Create A Data Subset With Only The Most Important Features


In [9]:
# Transform the data to create a new dataset containing only the most important features
# Note: We have to apply the transform to both the training X and test X data.
X_important_train = sfm.transform(X_train)
X_important_test = sfm.transform(X_test)

Train A New Random Forest Classifier Using Only Most Important Features


In [10]:
# Create a new random forest classifier for the most important features
clf_important = RandomForestClassifier(n_estimators=10000, random_state=0, n_jobs=-1)

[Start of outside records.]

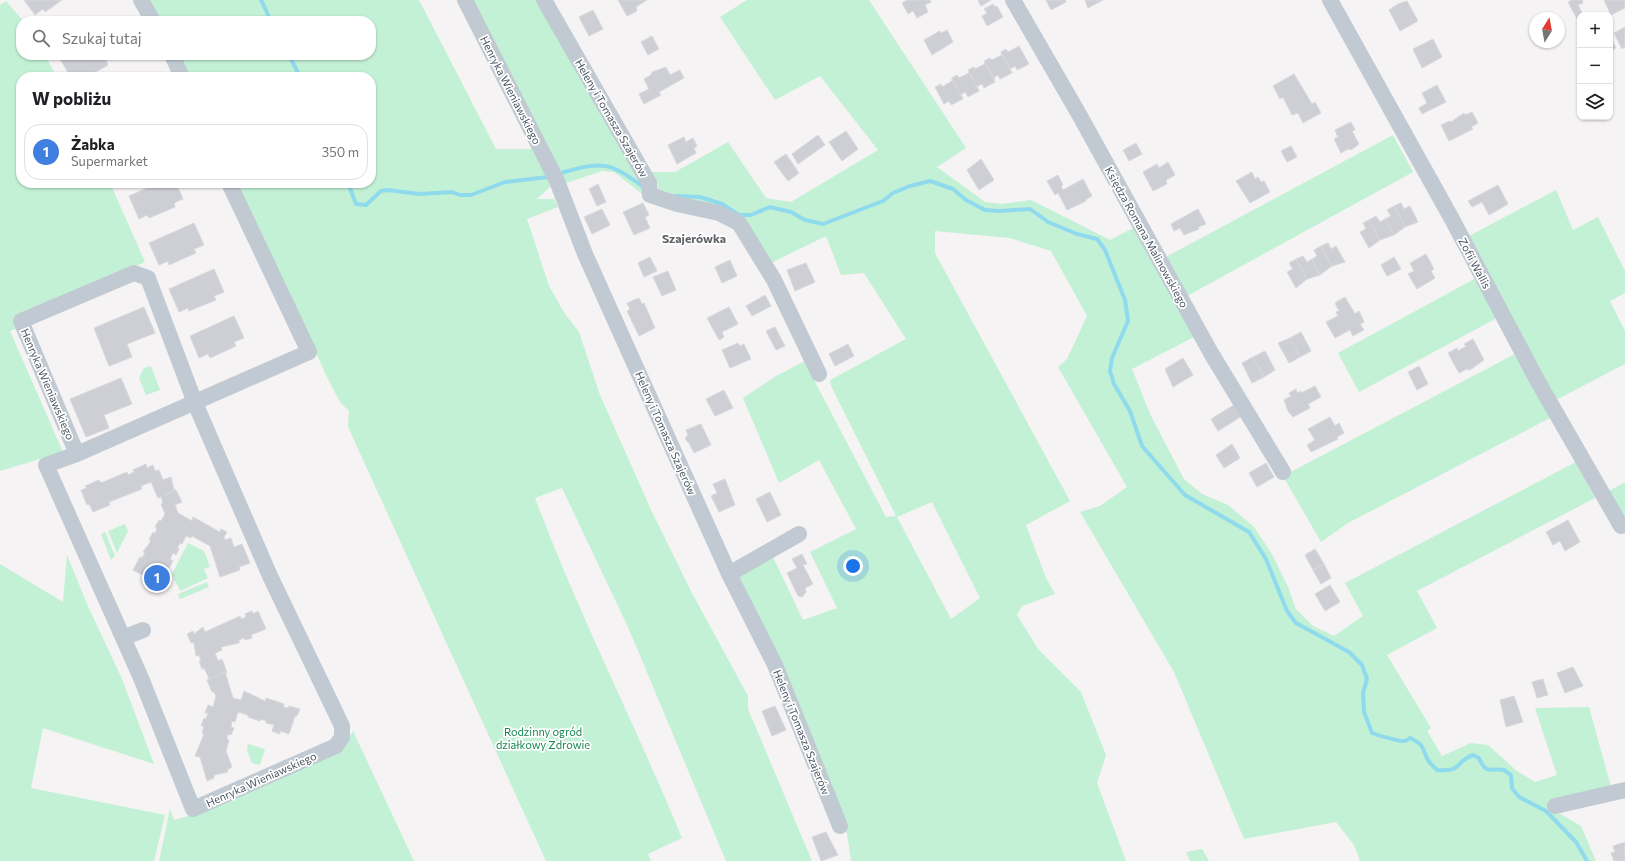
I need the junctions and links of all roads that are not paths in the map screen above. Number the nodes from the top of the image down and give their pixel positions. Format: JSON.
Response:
{"nodes":[{"id":1,"x":141,"y":0,"type":"edge"},
{"id":2,"x":465,"y":0,"type":"edge"},
{"id":3,"x":544,"y":0,"type":"edge"},
{"id":4,"x":1013,"y":0,"type":"edge"},
{"id":5,"x":1330,"y":0,"type":"edge"},
{"id":6,"x":150,"y":16,"type":"edge"},
{"id":7,"x":174,"y":60,"type":"edge"},
{"id":8,"x":180,"y":72,"type":"edge"},
{"id":9,"x":557,"y":181,"type":"joint"},
{"id":10,"x":231,"y":188,"type":"edge"},
{"id":11,"x":819,"y":374,"type":"dead end"},
{"id":12,"x":195,"y":403,"type":"junction"},
{"id":13,"x":77,"y":454,"type":"junction"},
{"id":14,"x":1283,"y":472,"type":"dead end"},
{"id":15,"x":1621,"y":526,"type":"dead end"},
{"id":16,"x":798,"y":534,"type":"dead end"},
{"id":17,"x":729,"y":574,"type":"junction"},
{"id":18,"x":143,"y":630,"type":"dead end"},
{"id":19,"x":123,"y":638,"type":"junction"},
{"id":20,"x":1625,"y":790,"type":"edge"},
{"id":21,"x":1555,"y":806,"type":"dead end"},
{"id":22,"x":840,"y":826,"type":"dead end"}],
"edges":[{"from":1,"to":6,"type":"street"},
{"from":2,"to":9,"type":"street","name":"Henryka Wieniawskiego"},
{"from":3,"to":11,"type":"street","name":"Heleny i Tomasza Szajerów"},
{"from":4,"to":14,"type":"street","name":"Księdza Romana Malinowskiego"},
{"from":5,"to":15,"type":"street","name":"Zofii Wallis"},
{"from":7,"to":8,"type":"street"},
{"from":9,"to":17,"type":"street","name":"Heleny i Tomasza Szajerów"},
{"from":10,"to":12,"type":"street","name":"Henryka Wieniawskiego"},
{"from":12,"to":13,"type":"street","name":"Henryka Wieniawskiego"},
{"from":12,"to":13,"type":"street","name":"Henryka Wieniawskiego"},
{"from":12,"to":19,"type":"street","name":"Henryka Wieniawskiego"},
{"from":13,"to":19,"type":"street","name":"Henryka Wieniawskiego"},
{"from":16,"to":17,"type":"street"},
{"from":17,"to":22,"type":"street","name":"Heleny i Tomasza Szajerów"},
{"from":18,"to":19,"type":"street"},
{"from":20,"to":21,"type":"street"}]}
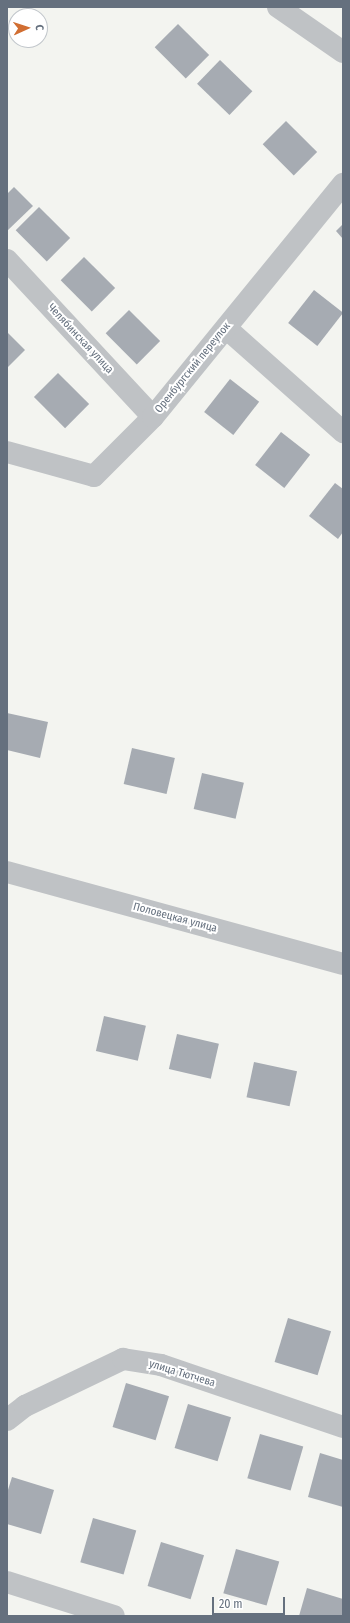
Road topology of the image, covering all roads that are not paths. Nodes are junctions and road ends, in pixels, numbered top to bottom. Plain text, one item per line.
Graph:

# Train the new classifier on the new dataset containing the most important features
clf_important.fit(X_important_train, y_train)


Out[10]:
RandomForestClassifier(bootstrap=True, class_weight=None, criterion='gini',
            max_depth=None, max_features='auto', max_leaf_nodes=None,
            min_impurity_split=1e-07, min_samples_leaf=1,
            min_samples_split=2, min_weight_fraction_leaf=0.0,
            n_estimators=10000, n_jobs=-1, oob_score=False, random_state=0,
            verbose=0, warm_start=False)

Compare The Accuracy Of Our Full Feature Classifier To Our Limited Feature Classifier


In [11]:
# Apply The Full Featured Classifier To The Test Data
y_pred = clf.predict(X_test)

# View The Accuracy Of Our Full Feature (4 Features) Model
accuracy_score(y_test, y_pred)


Out[11]:
0.93333333333333335

In [12]:
# Apply The Full Featured Classifier To The Test Data
y_important_pred = clf_important.predict(X_important_test)

# View The Accuracy Of Our Limited Feature (2 Features) Model
accuracy_score(y_test, y_important_pred)


Out[12]:
0.8833333333333333

As can be seen by the accuracy scores, our original model which contained all four features is 93.3% accurate while the our 'limited' model which contained only two features is 88.3% accurate. Thus, for a small cost in accuracy we halved the number of features in the model.